### Exercise aim
From the first entry to the last, copy each one exactly.

### Provided records
....
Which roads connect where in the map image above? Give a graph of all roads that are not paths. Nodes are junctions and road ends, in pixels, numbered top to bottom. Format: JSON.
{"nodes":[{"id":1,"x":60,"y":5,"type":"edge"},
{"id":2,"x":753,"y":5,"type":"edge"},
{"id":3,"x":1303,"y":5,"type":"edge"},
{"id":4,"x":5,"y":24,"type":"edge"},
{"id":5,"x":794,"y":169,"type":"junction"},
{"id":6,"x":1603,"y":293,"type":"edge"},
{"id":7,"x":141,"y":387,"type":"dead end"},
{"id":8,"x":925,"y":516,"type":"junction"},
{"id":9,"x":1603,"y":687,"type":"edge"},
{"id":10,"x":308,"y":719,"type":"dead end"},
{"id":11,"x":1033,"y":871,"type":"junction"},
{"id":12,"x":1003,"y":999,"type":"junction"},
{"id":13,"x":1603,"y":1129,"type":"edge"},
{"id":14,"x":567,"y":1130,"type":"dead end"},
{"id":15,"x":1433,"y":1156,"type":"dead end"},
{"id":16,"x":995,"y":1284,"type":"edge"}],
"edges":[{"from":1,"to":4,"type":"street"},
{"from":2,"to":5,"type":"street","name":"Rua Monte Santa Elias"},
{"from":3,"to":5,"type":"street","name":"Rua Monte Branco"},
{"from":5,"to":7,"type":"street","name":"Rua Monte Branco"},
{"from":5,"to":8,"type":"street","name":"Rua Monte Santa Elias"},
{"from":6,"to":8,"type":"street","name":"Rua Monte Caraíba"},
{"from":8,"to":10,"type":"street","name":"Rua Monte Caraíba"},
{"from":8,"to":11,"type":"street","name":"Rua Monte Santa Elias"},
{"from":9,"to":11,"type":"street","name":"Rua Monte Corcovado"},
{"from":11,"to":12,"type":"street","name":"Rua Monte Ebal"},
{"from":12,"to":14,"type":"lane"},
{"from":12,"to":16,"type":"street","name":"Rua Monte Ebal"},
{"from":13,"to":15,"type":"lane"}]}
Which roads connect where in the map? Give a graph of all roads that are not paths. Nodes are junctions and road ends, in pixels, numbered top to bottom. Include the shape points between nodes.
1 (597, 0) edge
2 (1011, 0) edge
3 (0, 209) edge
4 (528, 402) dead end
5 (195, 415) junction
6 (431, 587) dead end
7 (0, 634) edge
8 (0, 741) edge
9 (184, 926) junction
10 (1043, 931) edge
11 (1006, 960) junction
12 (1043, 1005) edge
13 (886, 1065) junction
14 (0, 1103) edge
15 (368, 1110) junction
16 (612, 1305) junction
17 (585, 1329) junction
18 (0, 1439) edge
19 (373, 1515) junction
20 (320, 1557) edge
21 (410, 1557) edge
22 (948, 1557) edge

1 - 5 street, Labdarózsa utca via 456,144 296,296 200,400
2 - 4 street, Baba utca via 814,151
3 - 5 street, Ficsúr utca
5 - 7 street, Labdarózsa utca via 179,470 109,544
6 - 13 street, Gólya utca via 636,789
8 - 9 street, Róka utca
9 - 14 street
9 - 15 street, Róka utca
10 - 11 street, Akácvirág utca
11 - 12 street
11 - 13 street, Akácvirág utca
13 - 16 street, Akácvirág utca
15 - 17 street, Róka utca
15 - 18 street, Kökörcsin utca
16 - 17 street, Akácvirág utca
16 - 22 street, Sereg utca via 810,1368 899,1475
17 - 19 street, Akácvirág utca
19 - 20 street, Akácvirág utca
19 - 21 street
....
### Final answer
Which roads connect where in the map image above? Give a graph of all roads that are not paths. Nodes are junctions and road ends, in pixels, numbered top to bottom. Format: JSON.
{"nodes":[{"id":1,"x":60,"y":5,"type":"edge"},
{"id":2,"x":753,"y":5,"type":"edge"},
{"id":3,"x":1303,"y":5,"type":"edge"},
{"id":4,"x":5,"y":24,"type":"edge"},
{"id":5,"x":794,"y":169,"type":"junction"},
{"id":6,"x":1603,"y":293,"type":"edge"},
{"id":7,"x":141,"y":387,"type":"dead end"},
{"id":8,"x":925,"y":516,"type":"junction"},
{"id":9,"x":1603,"y":687,"type":"edge"},
{"id":10,"x":308,"y":719,"type":"dead end"},
{"id":11,"x":1033,"y":871,"type":"junction"},
{"id":12,"x":1003,"y":999,"type":"junction"},
{"id":13,"x":1603,"y":1129,"type":"edge"},
{"id":14,"x":567,"y":1130,"type":"dead end"},
{"id":15,"x":1433,"y":1156,"type":"dead end"},
{"id":16,"x":995,"y":1284,"type":"edge"}],
"edges":[{"from":1,"to":4,"type":"street"},
{"from":2,"to":5,"type":"street","name":"Rua Monte Santa Elias"},
{"from":3,"to":5,"type":"street","name":"Rua Monte Branco"},
{"from":5,"to":7,"type":"street","name":"Rua Monte Branco"},
{"from":5,"to":8,"type":"street","name":"Rua Monte Santa Elias"},
{"from":6,"to":8,"type":"street","name":"Rua Monte Caraíba"},
{"from":8,"to":10,"type":"street","name":"Rua Monte Caraíba"},
{"from":8,"to":11,"type":"street","name":"Rua Monte Santa Elias"},
{"from":9,"to":11,"type":"street","name":"Rua Monte Corcovado"},
{"from":11,"to":12,"type":"street","name":"Rua Monte Ebal"},
{"from":12,"to":14,"type":"lane"},
{"from":12,"to":16,"type":"street","name":"Rua Monte Ebal"},
{"from":13,"to":15,"type":"lane"}]}
Which roads connect where in the map? Give a graph of all roads that are not paths. Nodes are junctions and road ends, in pixels, numbered top to bottom. Include the shape points between nodes.
1 (597, 0) edge
2 (1011, 0) edge
3 (0, 209) edge
4 (528, 402) dead end
5 (195, 415) junction
6 (431, 587) dead end
7 (0, 634) edge
8 (0, 741) edge
9 (184, 926) junction
10 (1043, 931) edge
11 (1006, 960) junction
12 (1043, 1005) edge
13 (886, 1065) junction
14 (0, 1103) edge
15 (368, 1110) junction
16 (612, 1305) junction
17 (585, 1329) junction
18 (0, 1439) edge
19 (373, 1515) junction
20 (320, 1557) edge
21 (410, 1557) edge
22 (948, 1557) edge

1 - 5 street, Labdarózsa utca via 456,144 296,296 200,400
2 - 4 street, Baba utca via 814,151
3 - 5 street, Ficsúr utca
5 - 7 street, Labdarózsa utca via 179,470 109,544
6 - 13 street, Gólya utca via 636,789
8 - 9 street, Róka utca
9 - 14 street
9 - 15 street, Róka utca
10 - 11 street, Akácvirág utca
11 - 12 street
11 - 13 street, Akácvirág utca
13 - 16 street, Akácvirág utca
15 - 17 street, Róka utca
15 - 18 street, Kökörcsin utca
16 - 17 street, Akácvirág utca
16 - 22 street, Sereg utca via 810,1368 899,1475
17 - 19 street, Akácvirág utca
19 - 20 street, Akácvirág utca
19 - 21 street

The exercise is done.